What you are asked to do:
Show all lines from the records below in which the string "Нешића" is present.

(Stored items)
* * * * * * *
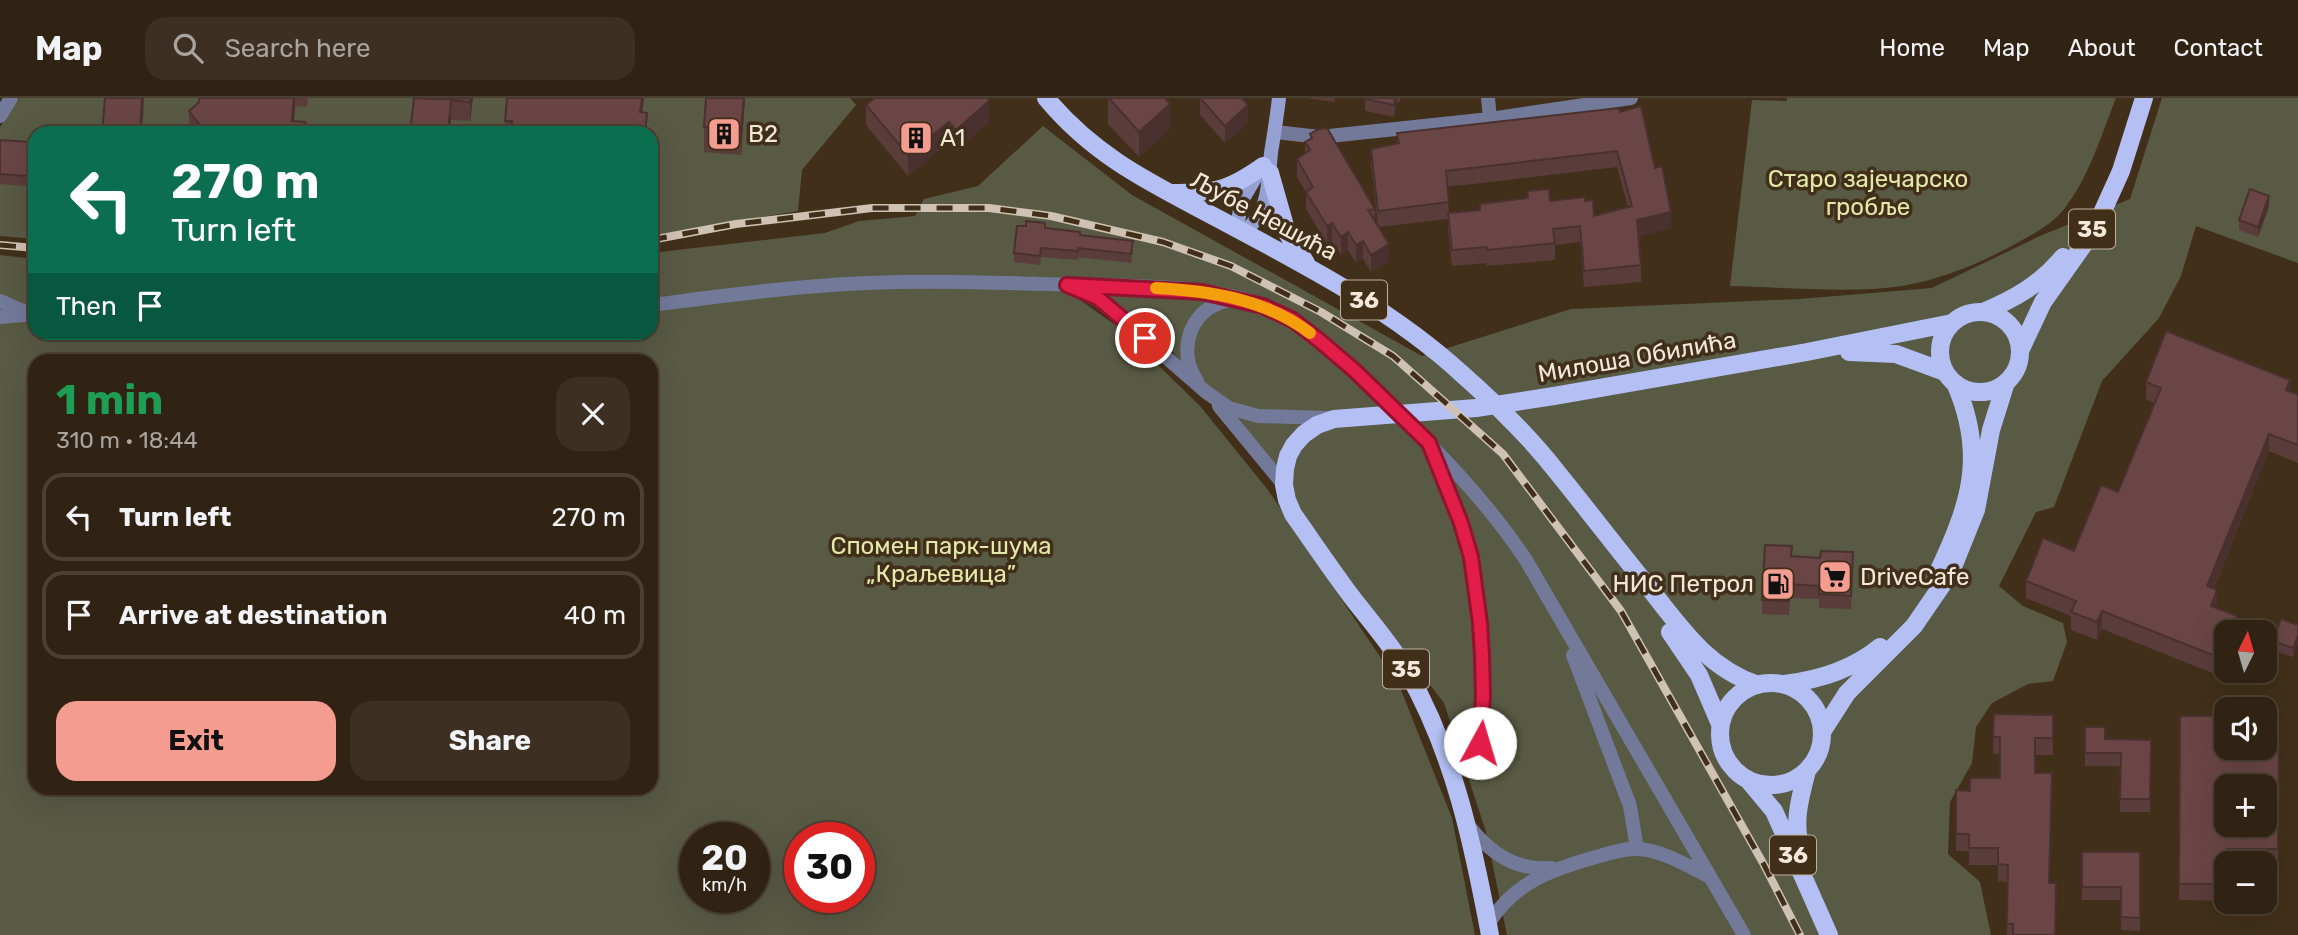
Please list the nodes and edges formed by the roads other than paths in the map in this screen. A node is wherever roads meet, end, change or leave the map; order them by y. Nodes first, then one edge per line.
1 (11, 98) edge
2 (1046, 98) edge
3 (1279, 98) edge
4 (1488, 98) edge
5 (1631, 98) edge
6 (2144, 98) edge
7 (0, 114) edge
8 (1490, 119) junction
9 (1275, 132) junction
10 (1268, 165) junction
11 (1170, 193) junction
12 (1240, 231) junction
13 (1310, 269) junction
14 (1067, 285) junction
15 (1239, 299) junction
16 (0, 301) edge
17 (658, 304) edge
18 (28, 312) edge
19 (1983, 312) junction
20 (28, 314) edge
21 (0, 317) edge
22 (1952, 323) junction
23 (2020, 351) junction
24 (1807, 352) junction
25 (1950, 377) junction
26 (2006, 382) junction
27 (1206, 392) junction
28 (1334, 419) junction
29 (1429, 443) junction
30 (1284, 485) junction
31 (1603, 531) junction
32 (1559, 618) junction
33 (1758, 684) junction
34 (1784, 684) junction
35 (1720, 724) junction
36 (1822, 732) junction
37 (1450, 769) junction
38 (1807, 771) junction
39 (1749, 781) junction
40 (1467, 824) junction
41 (1637, 849) junction
42 (1560, 867) junction
43 (1711, 878) junction
44 (1489, 930) edge
45 (1744, 935) edge
46 (1831, 935) edge

1 - 7 street
2 - 11 main road, Љубе Нешића / 36
3 - 9 street
4 - 8 street
5 - 8 street
6 - 19 main road, 35
6 - 23 main road, 35
8 - 9 street
9 - 10 street
10 - 11 main road
10 - 12 street
10 - 12 street
10 - 13 main road
11 - 12 main road, Љубе Нешића / 36
12 - 13 main road, Љубе Нешића / 36
13 - 31 main road, Љубе Нешића / 36
14 - 15 street
14 - 17 street
14 - 27 street
15 - 27 street
15 - 29 street
16 - 18 street
19 - 22 main road, 35
19 - 23 main road
20 - 21 street
22 - 24 main road, Милоша Обилића / 35
22 - 25 main road
23 - 26 main road, 35
24 - 25 main road, Милоша Обилића / 35
24 - 28 main road, Милоша Обилића / 35
25 - 26 main road, 35
25 - 34 main road
26 - 36 main road
27 - 28 street
27 - 30 street
28 - 30 main road, 35
29 - 32 street
29 - 37 street
30 - 37 main road, 35
31 - 33 main road, 36
31 - 35 main road, 36
32 - 41 street
32 - 43 street
33 - 34 main road, 36
33 - 35 main road
34 - 36 main road
35 - 39 main road, 36
36 - 38 main road
37 - 40 main road, 35
38 - 39 main road
38 - 46 main road
39 - 46 main road, 36
40 - 42 street
40 - 44 main road, 35
41 - 42 street
41 - 43 street
42 - 44 street
43 - 45 street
* * * * * * *
Written response:
2 - 11 main road, Љубе Нешића / 36
11 - 12 main road, Љубе Нешића / 36
12 - 13 main road, Љубе Нешића / 36
13 - 31 main road, Љубе Нешића / 36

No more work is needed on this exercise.